You're reading: Russian Army Nears Enerhodar Nuclear Plant, Ukrainians Prepare To Defend

Ukrainian Armed Forces in the vicinity of Enerhodar, a city by Dnipro River south of Zaporizhzhia and near Nikopol, home to six Soviet-era nuclear power reactors, will defend themselves from approaching Russian Federation (RF) forces, a city official said in a statement.

Anton Heraschenko, vice Interior Minister, said National Guard units are digging in, ready for battle with oncoming RF armored forces. They will hold their ground to the last, he said.

Heraschenko said Enerhodar’s nuclear power reactors are massively built and their main superstructure is impervious to practically all weapons. Fighting in the reactors’ vicinity could likely damage electricity transmission and reactor cooling equipment, he added.

He called on RF troops to refrain from attacking the town due to the danger of radiation leak.

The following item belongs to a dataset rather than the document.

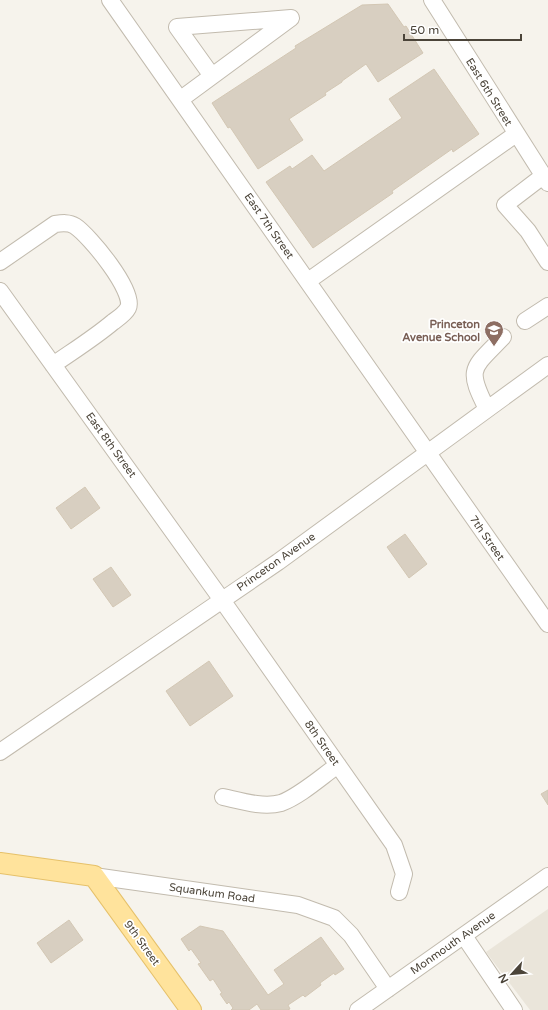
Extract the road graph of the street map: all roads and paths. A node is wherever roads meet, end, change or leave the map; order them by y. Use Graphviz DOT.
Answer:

On March 3 social media and news images showed Enerhodar’s residents building barricades across the road entering their town, and an RF armored column halted at some distance. Ukraine was the site of the world’s worst nuclear power accident in 1986, when Soviet engineers conducting a test allowed reaction in one of the two reactors at the Chornobyl power station to go out of control.

The subsequent explosion spread radiation across Europe.